When he wrote his seminal book “The Naturalised Animals of the British Isles” in 1975, Sir Christopher Lever noted sadly, that although the gradual clean-up of the river could only be a good thing environmentally speaking, it would probably mean the end of the River Lea`s population of guppies as larger, predatory species recolonised their old haunts, and munched away at the dwindling population of tropical interlopers.

History doesn`t relate whether Lever`s dismal predictions were right or not, because around about 190 the old coal powered power station was closed down for good, and whether or not there were any siurviving guppies in the river, they would certainly have died out when the water temperature returned to normal.
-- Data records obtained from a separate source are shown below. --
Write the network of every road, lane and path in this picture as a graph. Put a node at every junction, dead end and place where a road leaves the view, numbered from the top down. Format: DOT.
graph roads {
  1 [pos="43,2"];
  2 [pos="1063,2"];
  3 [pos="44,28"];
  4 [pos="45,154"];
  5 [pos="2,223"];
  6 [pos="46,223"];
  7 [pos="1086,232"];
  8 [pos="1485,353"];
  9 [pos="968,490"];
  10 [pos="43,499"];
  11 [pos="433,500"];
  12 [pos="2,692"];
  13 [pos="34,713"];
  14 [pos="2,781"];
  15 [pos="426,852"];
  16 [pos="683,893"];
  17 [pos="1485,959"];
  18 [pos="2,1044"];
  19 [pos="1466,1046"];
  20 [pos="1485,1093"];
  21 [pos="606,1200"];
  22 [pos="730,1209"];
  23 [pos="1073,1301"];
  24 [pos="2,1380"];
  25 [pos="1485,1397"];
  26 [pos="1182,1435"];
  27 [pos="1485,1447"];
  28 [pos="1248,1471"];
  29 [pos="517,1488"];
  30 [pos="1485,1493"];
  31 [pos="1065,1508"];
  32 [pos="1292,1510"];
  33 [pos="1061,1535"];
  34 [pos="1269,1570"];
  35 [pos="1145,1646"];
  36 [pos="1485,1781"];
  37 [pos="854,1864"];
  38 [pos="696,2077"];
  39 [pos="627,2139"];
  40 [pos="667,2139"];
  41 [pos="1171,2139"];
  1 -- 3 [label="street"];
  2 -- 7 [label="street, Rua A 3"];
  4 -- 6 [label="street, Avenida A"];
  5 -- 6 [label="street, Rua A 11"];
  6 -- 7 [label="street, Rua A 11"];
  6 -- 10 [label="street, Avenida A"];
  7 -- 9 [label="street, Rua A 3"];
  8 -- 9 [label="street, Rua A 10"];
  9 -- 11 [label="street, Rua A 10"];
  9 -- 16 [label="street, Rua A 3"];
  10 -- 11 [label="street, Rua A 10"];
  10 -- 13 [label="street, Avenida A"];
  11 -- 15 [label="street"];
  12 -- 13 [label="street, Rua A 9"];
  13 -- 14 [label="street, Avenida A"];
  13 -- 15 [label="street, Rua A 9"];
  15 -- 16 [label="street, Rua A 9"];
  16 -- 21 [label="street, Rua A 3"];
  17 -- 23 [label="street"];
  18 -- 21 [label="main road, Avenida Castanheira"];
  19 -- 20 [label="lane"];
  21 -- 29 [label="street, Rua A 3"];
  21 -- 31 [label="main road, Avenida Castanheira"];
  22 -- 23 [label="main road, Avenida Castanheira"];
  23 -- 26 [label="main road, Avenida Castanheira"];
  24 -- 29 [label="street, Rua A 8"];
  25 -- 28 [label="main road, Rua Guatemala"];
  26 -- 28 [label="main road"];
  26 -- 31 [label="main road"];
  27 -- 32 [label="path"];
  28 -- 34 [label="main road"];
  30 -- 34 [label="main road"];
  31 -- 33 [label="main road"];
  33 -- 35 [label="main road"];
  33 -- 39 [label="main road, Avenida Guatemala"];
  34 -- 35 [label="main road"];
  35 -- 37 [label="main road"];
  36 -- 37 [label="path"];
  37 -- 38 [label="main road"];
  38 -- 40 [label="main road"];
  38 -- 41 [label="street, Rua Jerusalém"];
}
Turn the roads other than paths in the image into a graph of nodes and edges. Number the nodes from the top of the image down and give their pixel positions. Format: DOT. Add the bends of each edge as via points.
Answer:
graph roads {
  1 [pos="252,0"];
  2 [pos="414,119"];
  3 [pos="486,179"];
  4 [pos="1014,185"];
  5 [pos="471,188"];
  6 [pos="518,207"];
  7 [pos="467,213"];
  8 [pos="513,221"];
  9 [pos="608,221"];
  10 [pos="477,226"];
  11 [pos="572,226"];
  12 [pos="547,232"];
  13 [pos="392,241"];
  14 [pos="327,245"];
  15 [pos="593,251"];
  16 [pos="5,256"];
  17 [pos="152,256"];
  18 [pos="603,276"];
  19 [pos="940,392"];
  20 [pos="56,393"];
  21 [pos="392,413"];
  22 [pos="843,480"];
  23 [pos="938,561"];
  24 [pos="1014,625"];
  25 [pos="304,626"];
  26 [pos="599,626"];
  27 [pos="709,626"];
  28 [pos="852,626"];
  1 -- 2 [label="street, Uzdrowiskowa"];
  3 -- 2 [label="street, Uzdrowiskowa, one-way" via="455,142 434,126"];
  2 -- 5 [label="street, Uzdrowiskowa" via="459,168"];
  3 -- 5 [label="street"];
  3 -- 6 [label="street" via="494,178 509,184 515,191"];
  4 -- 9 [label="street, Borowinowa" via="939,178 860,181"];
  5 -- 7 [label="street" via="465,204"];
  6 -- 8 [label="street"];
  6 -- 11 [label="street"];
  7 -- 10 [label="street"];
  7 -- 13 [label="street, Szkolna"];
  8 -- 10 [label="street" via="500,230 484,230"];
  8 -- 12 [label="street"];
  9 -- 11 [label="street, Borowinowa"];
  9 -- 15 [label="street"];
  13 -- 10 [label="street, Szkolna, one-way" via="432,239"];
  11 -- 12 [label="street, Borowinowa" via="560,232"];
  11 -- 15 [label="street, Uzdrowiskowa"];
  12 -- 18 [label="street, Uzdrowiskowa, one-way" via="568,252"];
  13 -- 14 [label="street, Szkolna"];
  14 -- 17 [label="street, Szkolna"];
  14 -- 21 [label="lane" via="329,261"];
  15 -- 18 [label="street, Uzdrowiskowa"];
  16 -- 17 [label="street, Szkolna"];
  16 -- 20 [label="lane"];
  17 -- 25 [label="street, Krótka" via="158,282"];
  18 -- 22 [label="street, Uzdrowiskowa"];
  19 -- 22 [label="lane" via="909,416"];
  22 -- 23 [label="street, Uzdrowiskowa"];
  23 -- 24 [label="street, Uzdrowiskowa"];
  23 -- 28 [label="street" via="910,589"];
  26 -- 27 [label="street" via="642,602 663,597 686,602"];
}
The other population of British guppies has an even morte interesting – and tragic – history. In 1963, a pet shop in Lancashire went out of business and the proprietor, hearlessly threw all his stock of tropical fish into the St Helen`s Canal, where they would undoubtedly have died very quickly had a 400 yard stretch of the waterway not been heated to an ideal temperature for tropical fish by the discharge from the nearby Pilkington Brothers Glass Factory.

According to Lever, a viable breeding population of guppies and also of Red Bellied Tilapia (Tilapia zillii) was soon established along with non breeding populations of angel fish, mollies and an un-named species of tropical catfish. According to Leslie Bromilow, the secretary of the St Helen`s Angling Association, this stretch of canal became known as “The Hotties” and the tropical intruders survived happily there for many years.

However, this story too has an unhappy ending. Leslie told us wryly: “unfortunately about ten years ago they switched the pumps off and the water cooled down and all the fish dies, but there is still a thriving population of Red Eared Terrapins”.

We spoke to the press office at Pilkington Brothers who confirmed Leslie`s story, and although they bemoaned the fact that they had destroyed the country`s only surviving wild population of tropical fish, they were not at all impressed by our suggestion that the least that they could do was to release thirty quids worth of guppies back into the water and start again.

So there you have it? Is the guppy (and the red bellied tilapia) finally extinct in the UK or are there other serendipitously introduced populations lurking in areas where industrial activity has inadvertantly provided an environment where they can live and thrive?